__What is required__
Return every line of the records that includes the string "Camillus".

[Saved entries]
◇ ◇ ◇ ◇ ◇

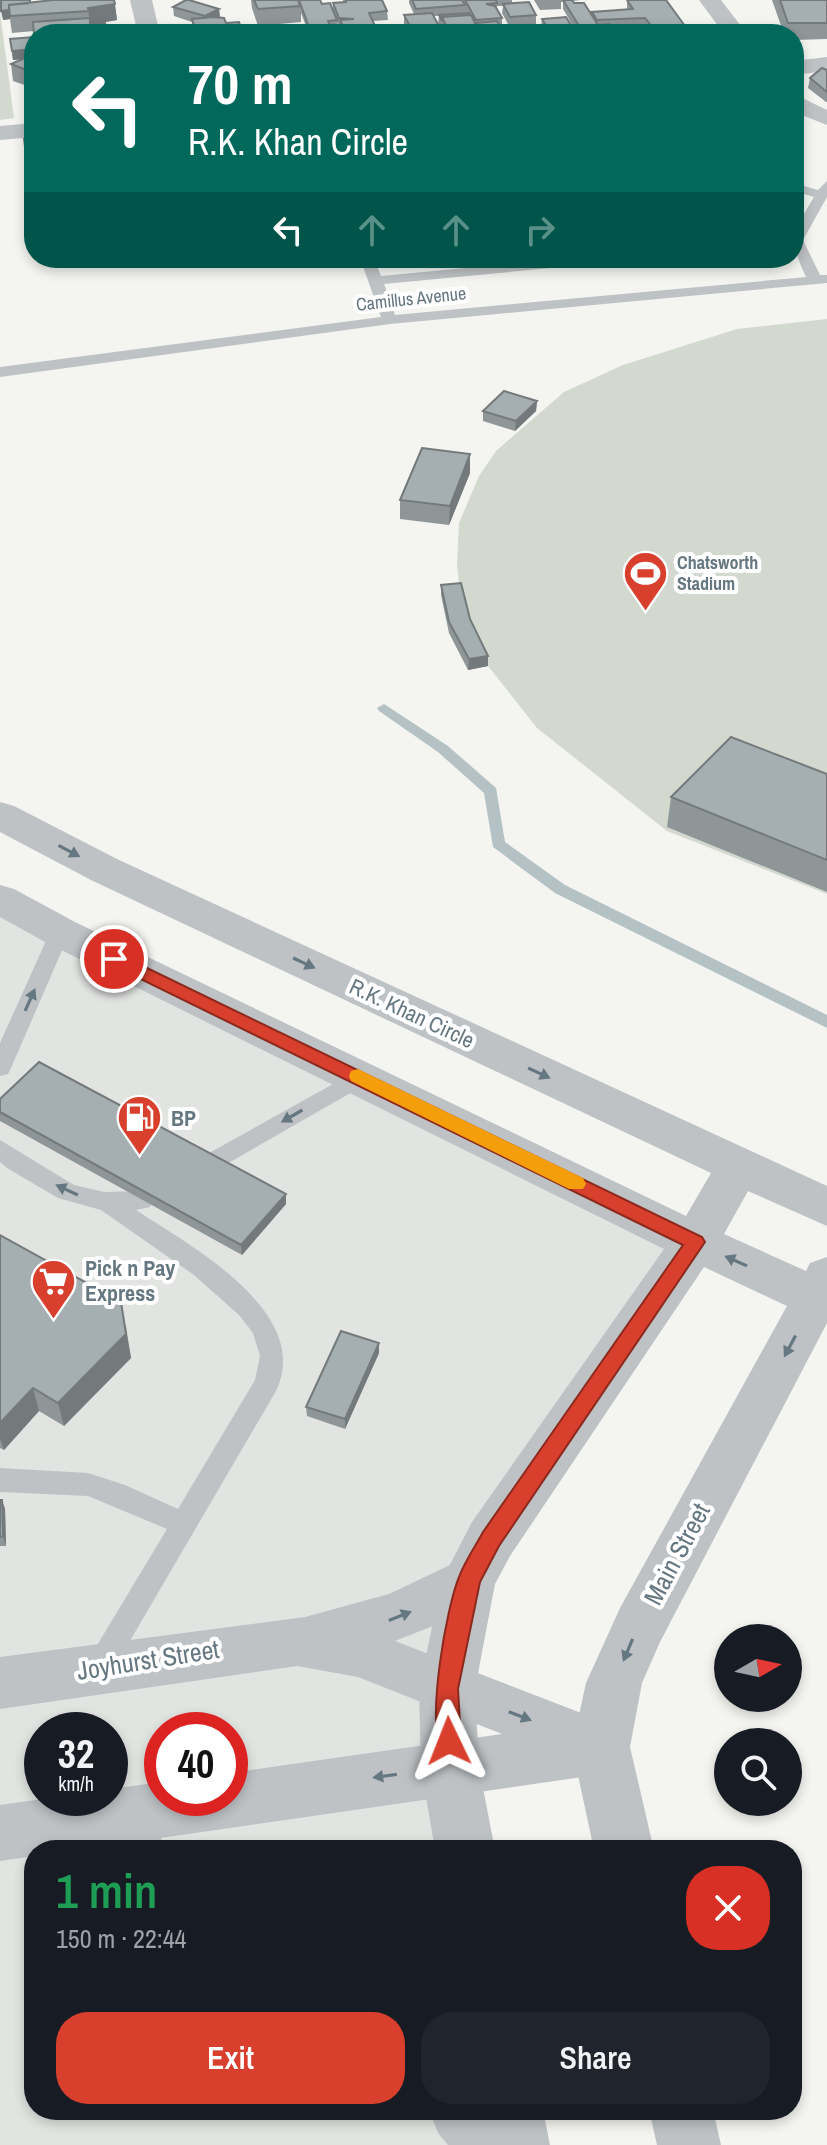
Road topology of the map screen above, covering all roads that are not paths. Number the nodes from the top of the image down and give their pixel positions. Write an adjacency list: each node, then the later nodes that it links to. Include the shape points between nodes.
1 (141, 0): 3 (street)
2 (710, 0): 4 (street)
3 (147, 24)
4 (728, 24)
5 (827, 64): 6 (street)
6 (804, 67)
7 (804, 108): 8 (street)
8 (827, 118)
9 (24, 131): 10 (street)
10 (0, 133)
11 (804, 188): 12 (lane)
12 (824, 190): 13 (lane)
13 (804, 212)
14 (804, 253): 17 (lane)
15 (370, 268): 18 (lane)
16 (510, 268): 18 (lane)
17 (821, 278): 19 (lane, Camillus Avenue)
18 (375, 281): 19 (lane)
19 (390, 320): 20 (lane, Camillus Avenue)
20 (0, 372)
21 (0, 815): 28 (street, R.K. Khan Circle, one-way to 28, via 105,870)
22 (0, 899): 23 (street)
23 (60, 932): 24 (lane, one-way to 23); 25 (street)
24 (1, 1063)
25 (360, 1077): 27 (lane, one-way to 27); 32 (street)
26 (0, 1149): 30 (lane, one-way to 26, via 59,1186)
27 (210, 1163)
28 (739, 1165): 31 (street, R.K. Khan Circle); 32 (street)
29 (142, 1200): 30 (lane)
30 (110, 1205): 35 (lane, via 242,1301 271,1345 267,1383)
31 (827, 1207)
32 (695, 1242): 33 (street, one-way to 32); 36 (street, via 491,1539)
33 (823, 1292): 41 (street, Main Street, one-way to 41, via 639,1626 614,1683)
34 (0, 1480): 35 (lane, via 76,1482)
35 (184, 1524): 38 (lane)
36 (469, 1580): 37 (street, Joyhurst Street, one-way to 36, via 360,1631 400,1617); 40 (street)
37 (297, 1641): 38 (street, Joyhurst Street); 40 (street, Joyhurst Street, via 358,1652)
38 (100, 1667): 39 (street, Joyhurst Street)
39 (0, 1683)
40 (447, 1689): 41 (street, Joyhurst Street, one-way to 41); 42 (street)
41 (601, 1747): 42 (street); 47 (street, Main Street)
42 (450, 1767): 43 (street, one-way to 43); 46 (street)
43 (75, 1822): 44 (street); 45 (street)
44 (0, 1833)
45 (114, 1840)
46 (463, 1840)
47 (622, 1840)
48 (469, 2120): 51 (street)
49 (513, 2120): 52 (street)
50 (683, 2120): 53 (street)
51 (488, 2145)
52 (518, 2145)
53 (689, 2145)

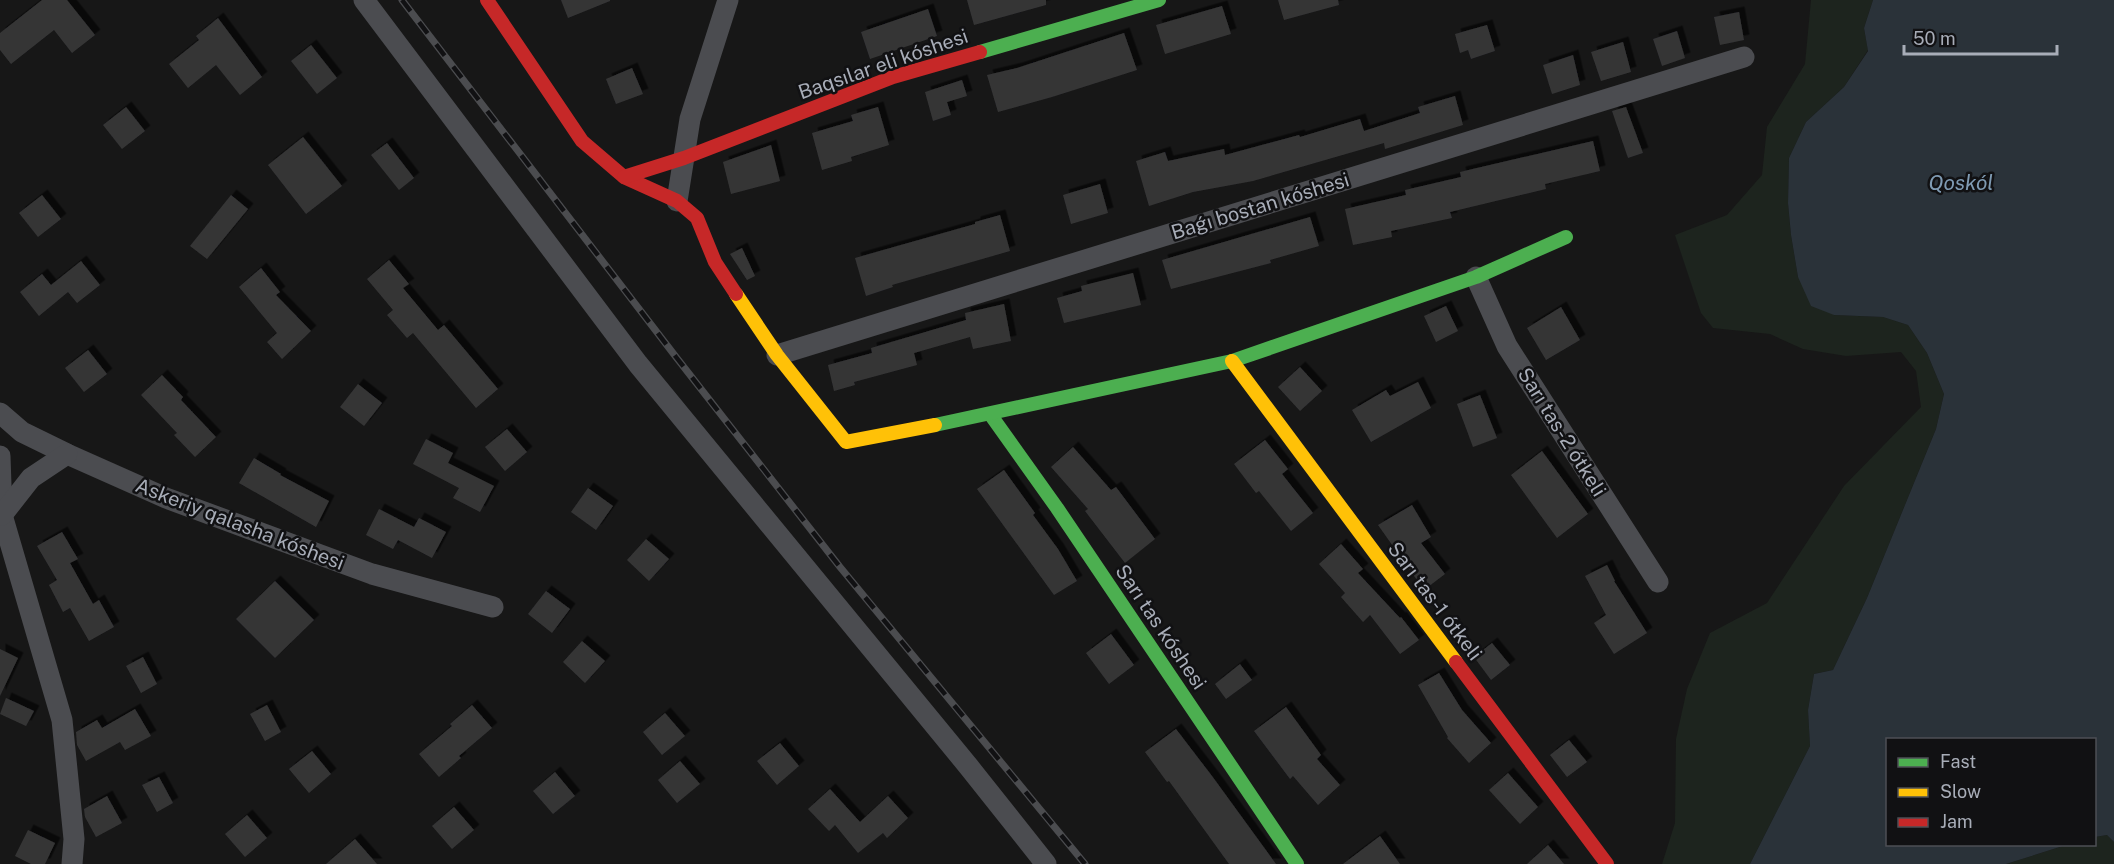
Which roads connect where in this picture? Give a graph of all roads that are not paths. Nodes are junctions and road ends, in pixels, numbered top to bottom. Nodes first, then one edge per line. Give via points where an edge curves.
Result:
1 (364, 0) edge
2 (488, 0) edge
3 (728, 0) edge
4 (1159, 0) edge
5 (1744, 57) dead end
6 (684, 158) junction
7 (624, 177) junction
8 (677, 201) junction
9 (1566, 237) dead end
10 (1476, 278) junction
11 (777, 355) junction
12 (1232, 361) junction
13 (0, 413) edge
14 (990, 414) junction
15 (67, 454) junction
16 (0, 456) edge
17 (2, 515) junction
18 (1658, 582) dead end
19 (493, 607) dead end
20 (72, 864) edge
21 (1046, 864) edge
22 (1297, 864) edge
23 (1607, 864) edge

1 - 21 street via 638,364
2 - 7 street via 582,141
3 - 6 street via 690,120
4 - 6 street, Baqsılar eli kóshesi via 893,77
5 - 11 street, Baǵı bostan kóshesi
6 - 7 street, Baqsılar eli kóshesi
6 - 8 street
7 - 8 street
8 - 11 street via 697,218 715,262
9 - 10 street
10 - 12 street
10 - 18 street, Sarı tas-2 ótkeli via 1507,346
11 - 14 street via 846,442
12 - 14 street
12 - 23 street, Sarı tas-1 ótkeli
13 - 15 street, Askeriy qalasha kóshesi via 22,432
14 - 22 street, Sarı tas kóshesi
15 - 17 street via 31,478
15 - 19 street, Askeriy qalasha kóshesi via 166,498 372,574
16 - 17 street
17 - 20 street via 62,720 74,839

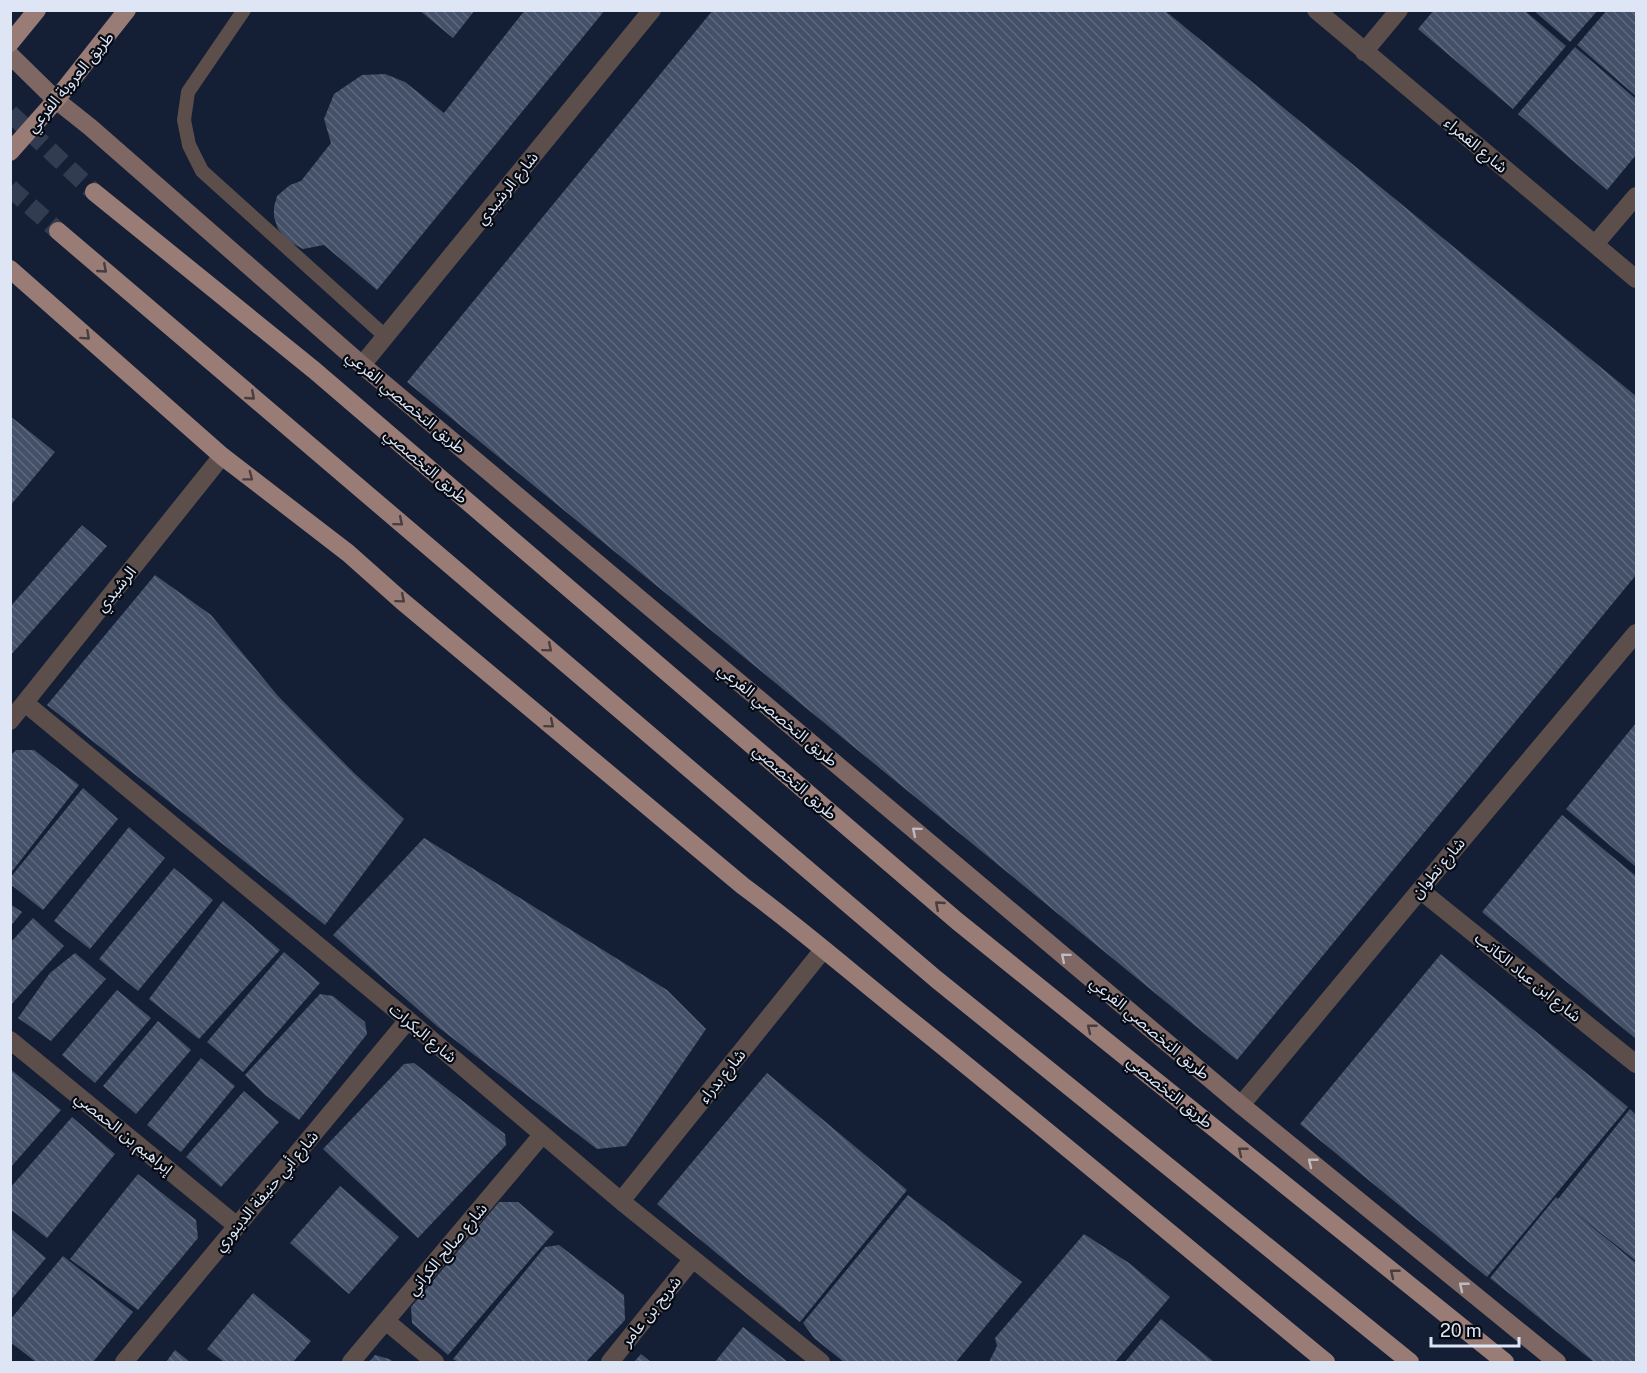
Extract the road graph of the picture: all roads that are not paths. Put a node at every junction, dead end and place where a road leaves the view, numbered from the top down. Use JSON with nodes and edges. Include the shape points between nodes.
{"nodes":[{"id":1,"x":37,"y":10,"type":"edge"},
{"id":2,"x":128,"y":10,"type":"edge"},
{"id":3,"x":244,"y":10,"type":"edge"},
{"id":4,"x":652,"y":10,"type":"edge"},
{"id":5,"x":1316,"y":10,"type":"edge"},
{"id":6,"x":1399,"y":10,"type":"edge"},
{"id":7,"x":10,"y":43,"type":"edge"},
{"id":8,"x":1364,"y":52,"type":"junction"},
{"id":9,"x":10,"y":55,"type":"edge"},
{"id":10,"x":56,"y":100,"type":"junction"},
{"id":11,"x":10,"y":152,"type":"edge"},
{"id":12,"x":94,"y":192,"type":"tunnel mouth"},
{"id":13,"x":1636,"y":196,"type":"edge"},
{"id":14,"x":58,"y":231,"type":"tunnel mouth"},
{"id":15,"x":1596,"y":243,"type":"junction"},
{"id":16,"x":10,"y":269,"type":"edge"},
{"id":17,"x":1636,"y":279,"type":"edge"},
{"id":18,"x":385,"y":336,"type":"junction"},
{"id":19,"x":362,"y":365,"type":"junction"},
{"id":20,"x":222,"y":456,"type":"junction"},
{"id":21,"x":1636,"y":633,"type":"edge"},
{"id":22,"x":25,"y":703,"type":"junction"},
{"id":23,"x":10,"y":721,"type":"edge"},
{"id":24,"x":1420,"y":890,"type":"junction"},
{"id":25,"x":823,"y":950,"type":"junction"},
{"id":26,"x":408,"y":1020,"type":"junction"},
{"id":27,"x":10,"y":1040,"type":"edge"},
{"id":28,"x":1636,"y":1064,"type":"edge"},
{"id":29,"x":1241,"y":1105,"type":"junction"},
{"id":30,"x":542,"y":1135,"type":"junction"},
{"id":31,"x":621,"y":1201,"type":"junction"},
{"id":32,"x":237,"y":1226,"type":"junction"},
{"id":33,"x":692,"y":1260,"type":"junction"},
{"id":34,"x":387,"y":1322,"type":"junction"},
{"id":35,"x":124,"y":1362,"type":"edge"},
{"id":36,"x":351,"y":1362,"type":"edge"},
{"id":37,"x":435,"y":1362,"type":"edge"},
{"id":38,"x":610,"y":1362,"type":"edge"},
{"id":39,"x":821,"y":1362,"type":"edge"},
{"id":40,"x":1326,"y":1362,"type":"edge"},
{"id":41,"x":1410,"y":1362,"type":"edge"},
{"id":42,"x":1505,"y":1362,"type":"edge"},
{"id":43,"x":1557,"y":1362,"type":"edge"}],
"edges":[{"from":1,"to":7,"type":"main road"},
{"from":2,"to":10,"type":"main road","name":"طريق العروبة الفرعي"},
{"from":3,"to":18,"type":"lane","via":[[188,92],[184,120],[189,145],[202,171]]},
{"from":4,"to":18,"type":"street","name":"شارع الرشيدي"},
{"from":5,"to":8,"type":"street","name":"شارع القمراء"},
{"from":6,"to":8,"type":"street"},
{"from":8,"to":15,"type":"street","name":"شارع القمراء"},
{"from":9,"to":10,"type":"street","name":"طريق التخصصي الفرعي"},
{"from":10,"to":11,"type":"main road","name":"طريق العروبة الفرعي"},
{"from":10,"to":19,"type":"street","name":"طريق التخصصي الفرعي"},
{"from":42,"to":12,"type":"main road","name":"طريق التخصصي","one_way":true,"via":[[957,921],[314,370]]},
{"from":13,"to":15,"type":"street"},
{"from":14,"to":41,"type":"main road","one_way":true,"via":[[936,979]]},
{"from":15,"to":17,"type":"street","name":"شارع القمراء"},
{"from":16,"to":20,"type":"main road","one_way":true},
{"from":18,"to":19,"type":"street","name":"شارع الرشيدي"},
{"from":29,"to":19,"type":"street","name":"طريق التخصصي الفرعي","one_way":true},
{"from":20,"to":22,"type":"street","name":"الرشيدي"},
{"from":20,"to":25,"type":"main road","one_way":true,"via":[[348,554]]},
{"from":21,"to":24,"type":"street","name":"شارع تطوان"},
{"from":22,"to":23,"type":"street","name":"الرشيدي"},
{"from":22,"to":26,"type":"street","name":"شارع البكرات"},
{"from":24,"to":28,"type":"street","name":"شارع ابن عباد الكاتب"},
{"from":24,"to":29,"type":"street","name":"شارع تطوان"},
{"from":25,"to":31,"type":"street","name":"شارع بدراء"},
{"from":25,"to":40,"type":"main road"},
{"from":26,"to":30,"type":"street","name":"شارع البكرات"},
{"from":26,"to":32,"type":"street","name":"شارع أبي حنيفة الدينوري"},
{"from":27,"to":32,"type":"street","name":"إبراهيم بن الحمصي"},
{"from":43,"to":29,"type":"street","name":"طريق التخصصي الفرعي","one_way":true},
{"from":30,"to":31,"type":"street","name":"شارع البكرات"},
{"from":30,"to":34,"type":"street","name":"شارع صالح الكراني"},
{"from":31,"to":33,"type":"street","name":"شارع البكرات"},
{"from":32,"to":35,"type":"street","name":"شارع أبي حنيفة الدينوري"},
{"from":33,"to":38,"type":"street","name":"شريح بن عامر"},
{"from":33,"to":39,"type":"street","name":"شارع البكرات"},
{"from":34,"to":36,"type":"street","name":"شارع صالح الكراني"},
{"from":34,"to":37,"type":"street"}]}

◇ ◇ ◇ ◇ ◇

__Output__
17 (821, 278): 19 (lane, Camillus Avenue)
19 (390, 320): 20 (lane, Camillus Avenue)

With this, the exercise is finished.